Dall’estate 2022 e fino a dicembre, la Squadra mobile veronese ha indagato sui loro colleghi raccogliendo le prove delle violenze e degli altri reati contestati, primo fra tutti la falsificazione dei verbali. Ma nell’ultima fase degli accertamenti, i poliziotti sotto osservazione si sono accorti di avere gli occhi addosso.

Provando a prendere precauzioni, per rendere più difficile il lavoro degli investigatori. Hanno cominciato a cercare telecamere e microspie nelle stanze in cui s’incontravano, a volte salendo su seggiole e scrivanie per vedere se fossero nascosti nei lampadari; tutto documentato nelle informative della Mobile. Come l’incontro in Questura del 5 dicembre tra l’assistente capo (uno degli arrestati) e il vice-ispettore, indagato: “Quest’ultimo, evidentemente temendo di essere intercettato, prende un foglietto e dopo aver manoscritto qualcosa lo mostra al collega, il quale commenta chiedendogli contezza circa il contenuto di quanto appena letto. A questo punto riprende il foglietto, lo strappa e lo getta nel cestino sito nel corridoio, quindi fa cenno al collega di seguirlo e i due escono dall’ufficio”. Forse temendo ciò che sarebbe stato scoperto.

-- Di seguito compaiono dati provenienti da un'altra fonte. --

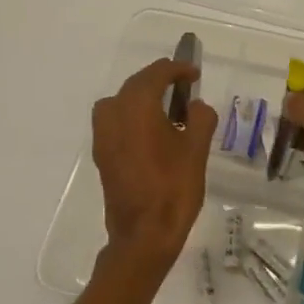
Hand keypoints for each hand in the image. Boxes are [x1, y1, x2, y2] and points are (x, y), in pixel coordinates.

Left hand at [92, 58, 215, 273]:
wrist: (143, 234)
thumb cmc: (174, 188)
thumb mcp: (197, 150)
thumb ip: (200, 118)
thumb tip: (195, 106)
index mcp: (137, 107)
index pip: (156, 74)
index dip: (177, 69)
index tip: (194, 73)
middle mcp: (113, 114)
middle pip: (135, 85)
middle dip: (159, 80)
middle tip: (184, 85)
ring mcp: (103, 135)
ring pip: (121, 102)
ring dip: (142, 98)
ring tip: (167, 107)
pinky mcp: (102, 154)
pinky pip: (115, 121)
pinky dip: (133, 116)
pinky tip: (153, 132)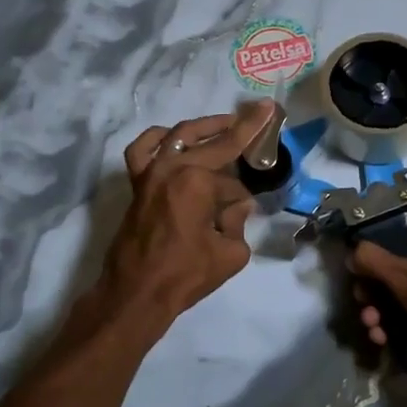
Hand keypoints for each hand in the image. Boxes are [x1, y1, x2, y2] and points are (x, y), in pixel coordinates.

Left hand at [102, 102, 274, 320]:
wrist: (136, 293)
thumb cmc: (185, 274)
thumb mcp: (231, 252)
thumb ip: (239, 221)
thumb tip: (235, 205)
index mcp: (197, 181)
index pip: (234, 179)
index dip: (251, 169)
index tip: (270, 119)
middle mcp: (172, 167)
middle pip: (212, 144)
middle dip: (238, 128)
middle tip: (258, 113)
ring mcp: (150, 173)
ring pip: (179, 136)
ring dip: (204, 127)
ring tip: (225, 123)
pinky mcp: (137, 184)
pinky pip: (142, 150)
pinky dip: (156, 139)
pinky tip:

Un mese prima alcuni agenti commentavano il cattivo stato di salute di un fermato facendo riferimenti scherzosi a Stefano Cucchi.

L’8 novembre, altri tre sono stati registrati mentre “parlano del fatto che l’ex dirigente dell’Ufficio Volanti, nonostante i vari problemi che coinvolgono gli operatori del Nucleo, dei quali lei era a conoscenza, è stata trasferita al momento giusto senza alcuna ripercussione”. In un’intercettazione del 27 novembre è citato un sovrintendente (ora indagato) che “nonostante il periodo in cui il loro Ufficio è attenzionato, ha picchiato un soggetto e ne ha denunciati altri due”.